Seriously though. AMD and MS to make a new suite of interconnected things. I would be absolutely stoked to get a Steam Deck style of console with a Windows OS that had to be gutted of bloat to work properly...but I'd be surprised that MS is even considering it.
Precisely. This is a Nintendo choice, not a lack of options from NVIDIA, lmao.

Plus the "8nm" (10 nm) Samsung node not being used for anything else means high volume cheap production. It's literally all about cheap, because their market is cornered and it will sell anyway.
 
It's not like Nvidia give a shit about gaming any more.

The Switch 2's Nvidia CPU is unimpressive as hell. Qualcomm put out better offerings in midrange phones, at half the power draw, too. Don't get me wrong, the Switch 2 will be incredibly successful but that's despite Nvidia, not because of them.

I'm not versed on why Nintendo chose another Nvidia design, but presumably a big part of the decision was compatibility with the Switch 1's architecture to allow Switch 2 to play Switch 1 games. Without that requirement, just about anything else would be cheaper and better.

You're letting your hatred speak louder than your reasoning. The Switch 2's SoC was designed to Nintendo's specification. Nvidia offers plenty of SoC's that exceed the T239's performance. It's a low cost, unassuming SoC with a GPU that is close to what is used in GA107-based GeForce MX products. It's the exact same recipe of the original Switch, low cost, profits from day one.

I'm not exactly an executive for Nintendo, but if we look back at when Tegra 239 we should see something. What I'm seeing is that the Tegra 2 launched in 2010...so it was a high end offering then. Add on 15 years, and a few revisions, with Tegra 3 announced in 2011...and the ARM A78C being from 2020...

Well, my conclusion is that Nintendo called up their vendors, asked "what's the technology that you guys will be twilighting in three years," and then built a system around technology that is basically as cheap as they can get without having to pay extra to keep lines running...but will be hugely faster than their previous offerings because those are basically a decade behind everything given they made the same bargain to be profitable on day one. No "software sales push us from the red into the black" like most console developers.

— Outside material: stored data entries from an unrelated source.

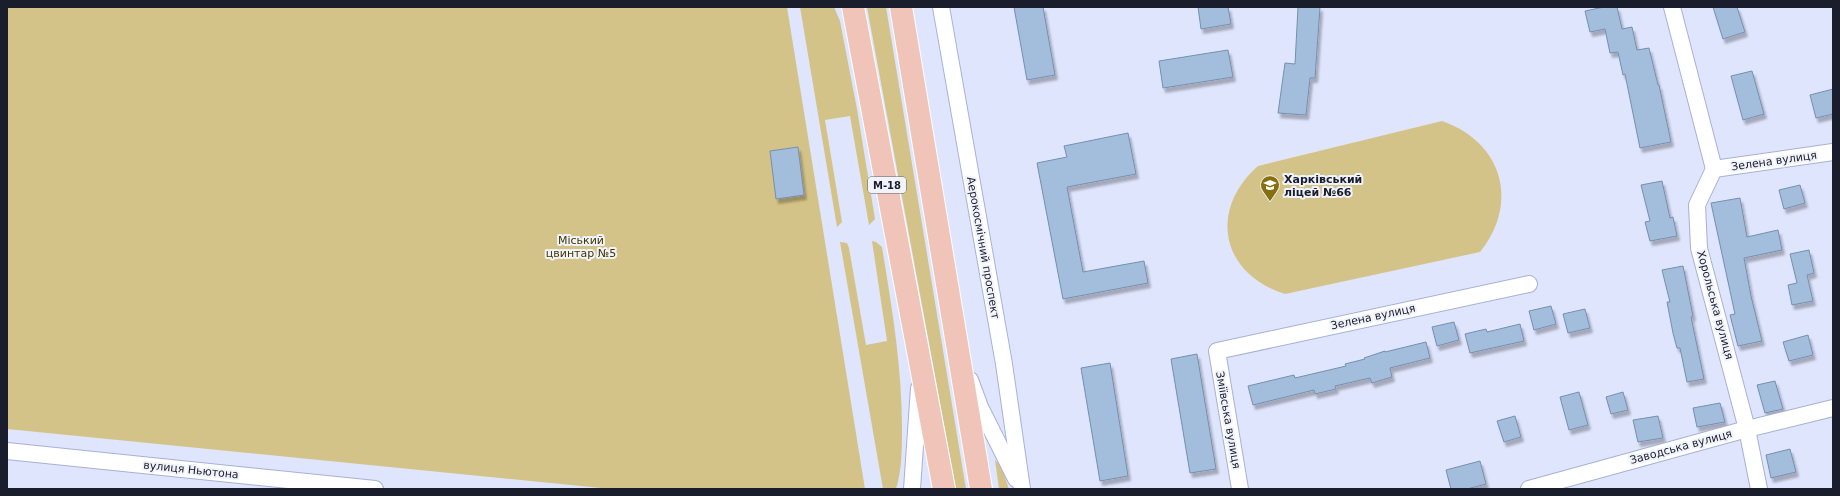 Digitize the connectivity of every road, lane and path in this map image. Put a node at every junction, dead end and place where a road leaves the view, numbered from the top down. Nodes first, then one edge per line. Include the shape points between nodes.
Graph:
1 (853, 7) edge
2 (902, 7) edge
3 (941, 7) edge
4 (1672, 7) edge
5 (1833, 152) edge
6 (1714, 169) junction
7 (1529, 284) dead end
8 (1216, 351) joint
9 (959, 352) junction
10 (921, 362) junction
11 (1833, 408) edge
12 (1747, 429) junction
13 (7, 451) edge
14 (375, 489) edge
15 (912, 489) edge
16 (944, 489) edge
17 (981, 489) edge
18 (1022, 489) edge
19 (1240, 489) edge
20 (1529, 489) edge
21 (1759, 489) edge

1 - 10 main road, М-18
2 - 9 main road, Аерокосмічний проспект
3 - 18 street, Аерокосмічний проспект via 1004,364
4 - 6 street
5 - 6 street, Зелена вулиця
6 - 12 street, Хорольська вулиця via 1697,205 1699,248
7 - 8 street, Зелена вулиця
8 - 19 street, Зміївська вулиця
9 - 17 main road, Аерокосмічний проспект
9 - 18 street, Аерокосмічний проспект via 980,407
10 - 15 street
10 - 16 main road, М-18
11 - 12 street, Заводська вулиця
12 - 20 street, Заводська вулиця
12 - 21 street, Хорольська вулиця
13 - 14 street, вулиця Ньютона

If it isn't clear, I think their console design is less about what can be and more about how much profit can be coaxed from their system. That is admittedly built upon the absolute bangers of first party IP they horde, but Nintendo without their 5 or 6 core games is nothing. Xbox is trying to diversify away from that, and now even Sony is sharing the exclusives with PC. We'll see how much longer the big N can exist without becoming a software house...
Seriously though. AMD and MS to make a new suite of interconnected things. I would be absolutely stoked to get a Steam Deck style of console with a Windows OS that had to be gutted of bloat to work properly...but I'd be surprised that MS is even considering it.

Exactly that. And I'm all too happy to do my part to help Big N become a software house, because I won't buy their console.
 
Nvidia made amazing chip with the PS3 also the cell was amazing but hard to program. When the Last of us Came out on the PS3 it showed what good engineering could do on the PS3. Ever since then everything been AMD.